Influenza, commonly called the “flu”, is a contagious illness caused by one of three types (influenza A, B, and C) of the influenza virus. It is extremely common in the US, and every year 5-20% of the population contracts the flu. Symptoms are generally mild and include fever, headache, coughing, runny nose and muscle aches, however, each year about 36,000 people in the US die from the flu or complications related to the flu. Flu season usually lasts from November until about April or May each year. It is recommended that anyone wishing to avoid contracting the flu be vaccinated, especially those under the age of 5 and over 50, as they are at risk of developing complications from the flu.
There are several different subtypes of the influenza A virus. Each is distinguished from the others by variations in the hemagglutinin (HA) and neuraminidase (NA) proteins displayed on the viral surface. Each combination of HA and NA represents a unique subtype, and the only subtypes known to widely circulate between humans are H1N1, H1N2 and H3N2. As a result of selective pressure and the high mutation rate of the virus, there are a number of variants of each influenza subtype. Some variants produce mild disease and transmissibility, while others produce serious disease and are easily passed from person to person. Occasionally a variant of influenza virus can develop that people have little immunity to and also has extremely facile transmissibility.
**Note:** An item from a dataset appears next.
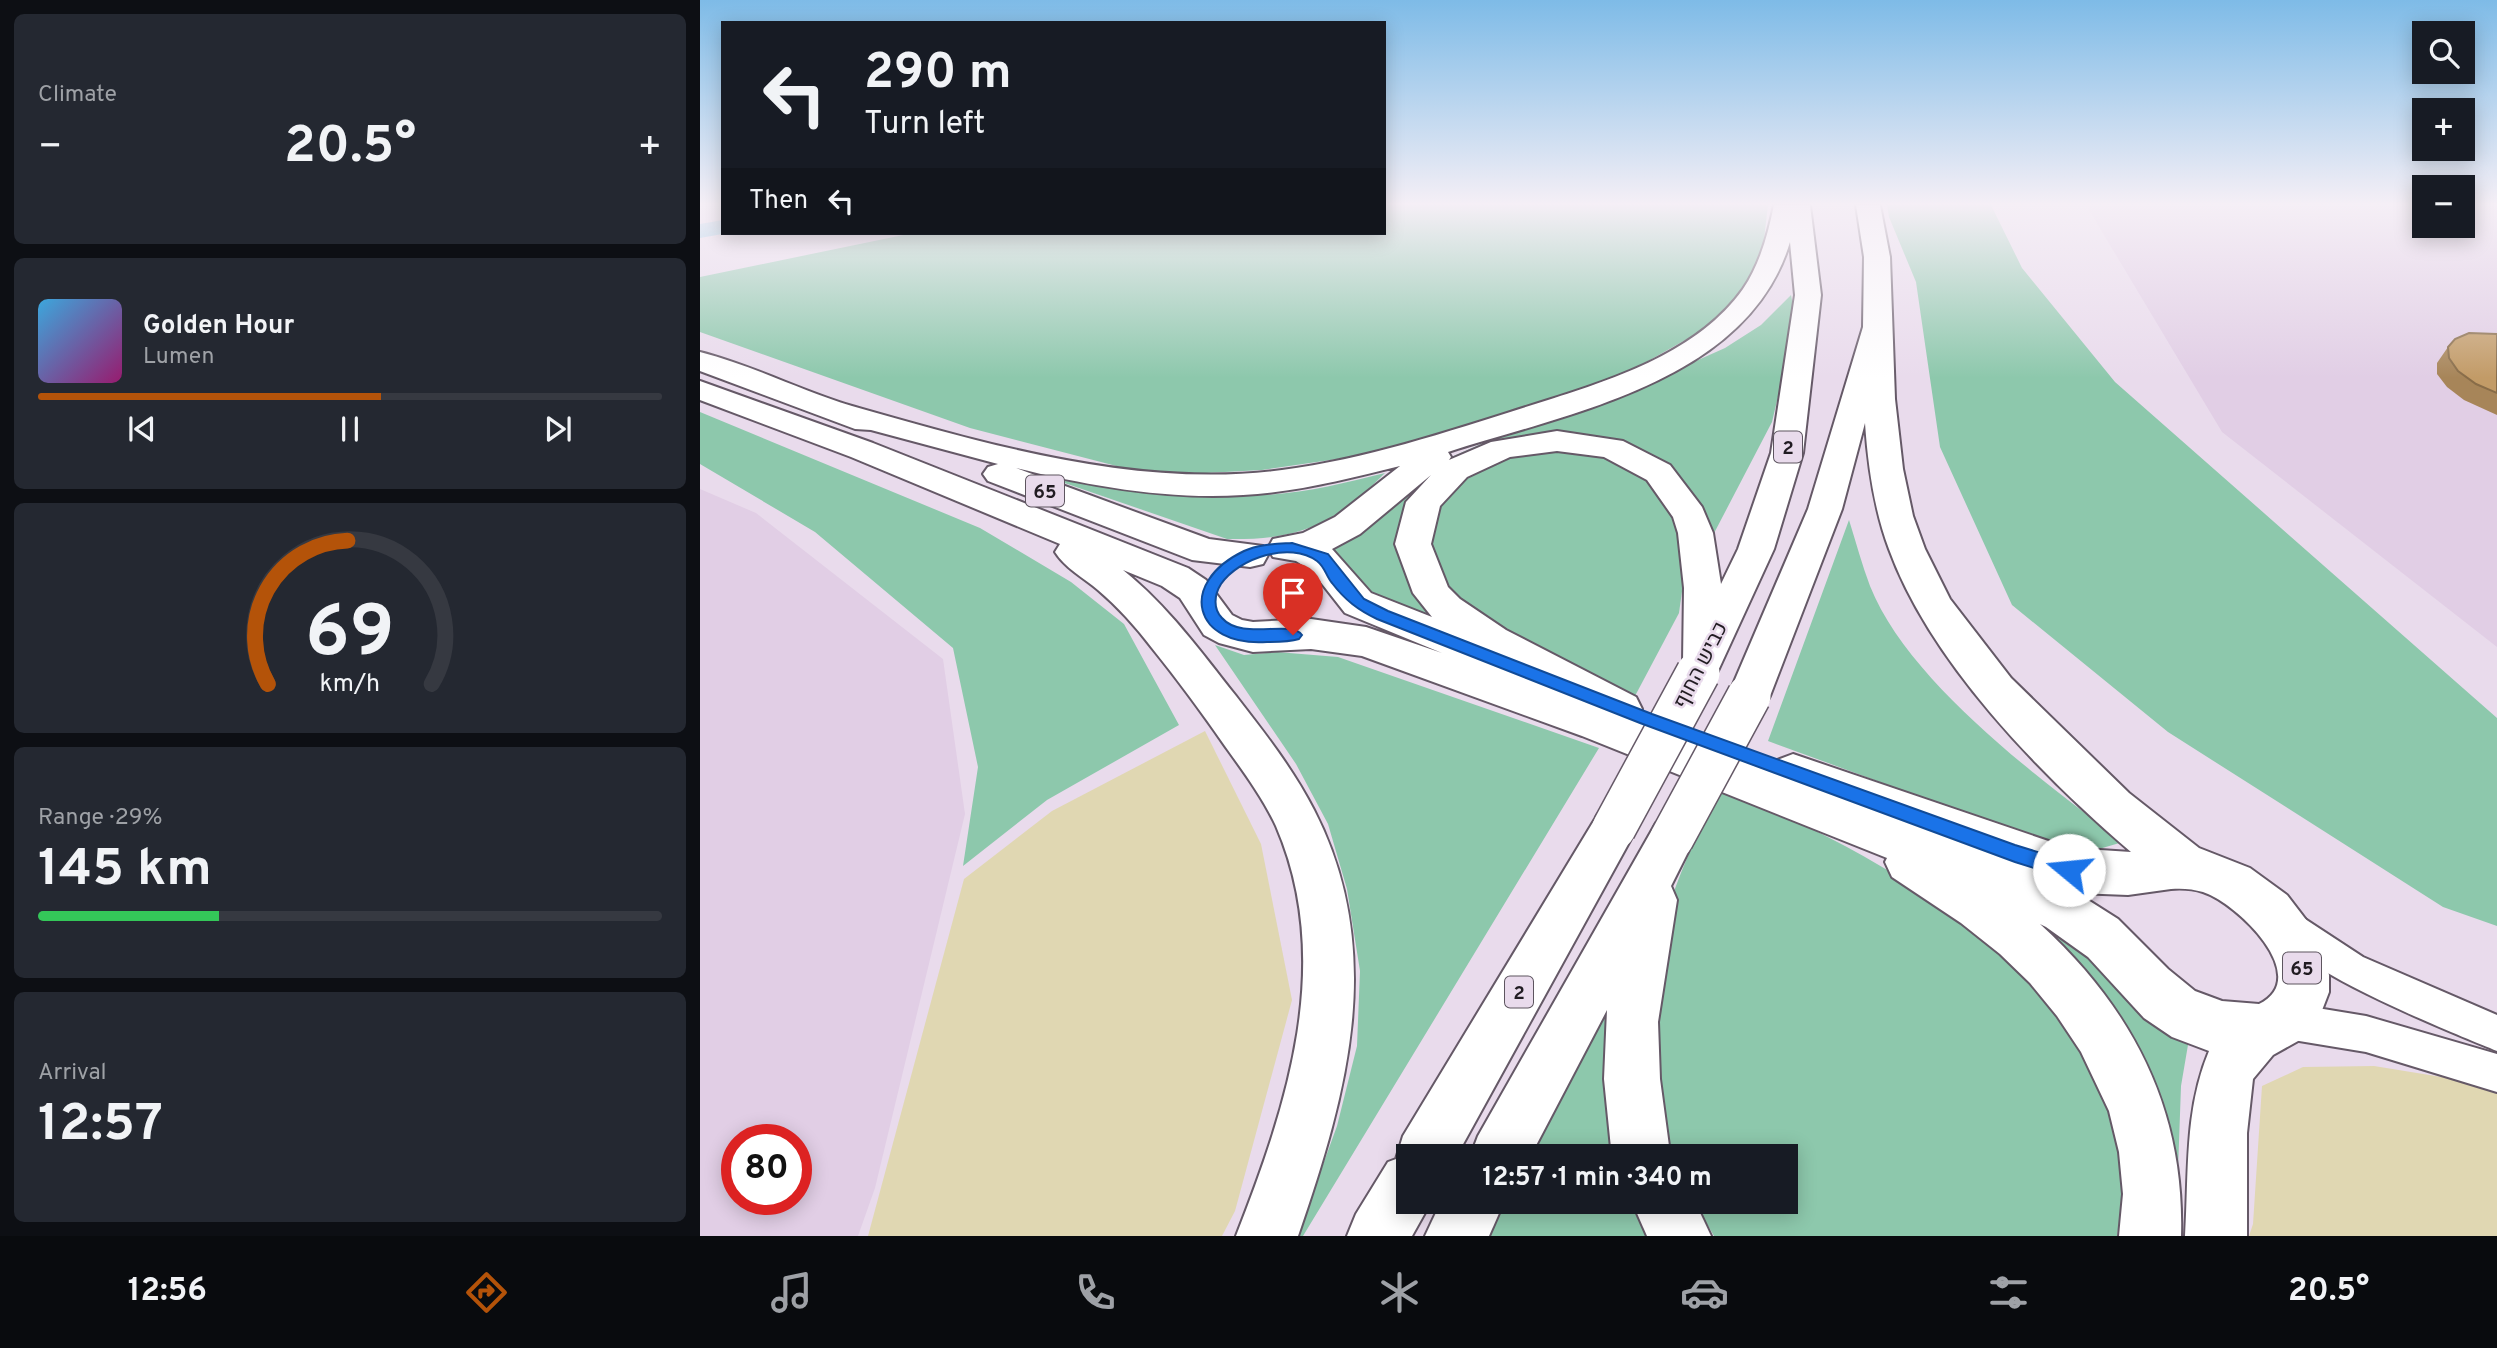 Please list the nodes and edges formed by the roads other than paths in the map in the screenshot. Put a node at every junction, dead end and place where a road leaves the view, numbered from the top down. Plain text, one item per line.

This deadly combination can lead to a global disease outbreak, called a pandemic. The largest pandemic on record occurred in 1918 with the outbreak of the Spanish Flu.
Influenza is constantly infecting and interacting with both human and animal hosts. Avian influenza subtype H5N1 is currently causing worldwide concern as it has been able to occasionally infect not only birds but also humans. It is referred to in the media as the “bird flu” and if it develops the ability to spread easily from person to person it could have devastating effects.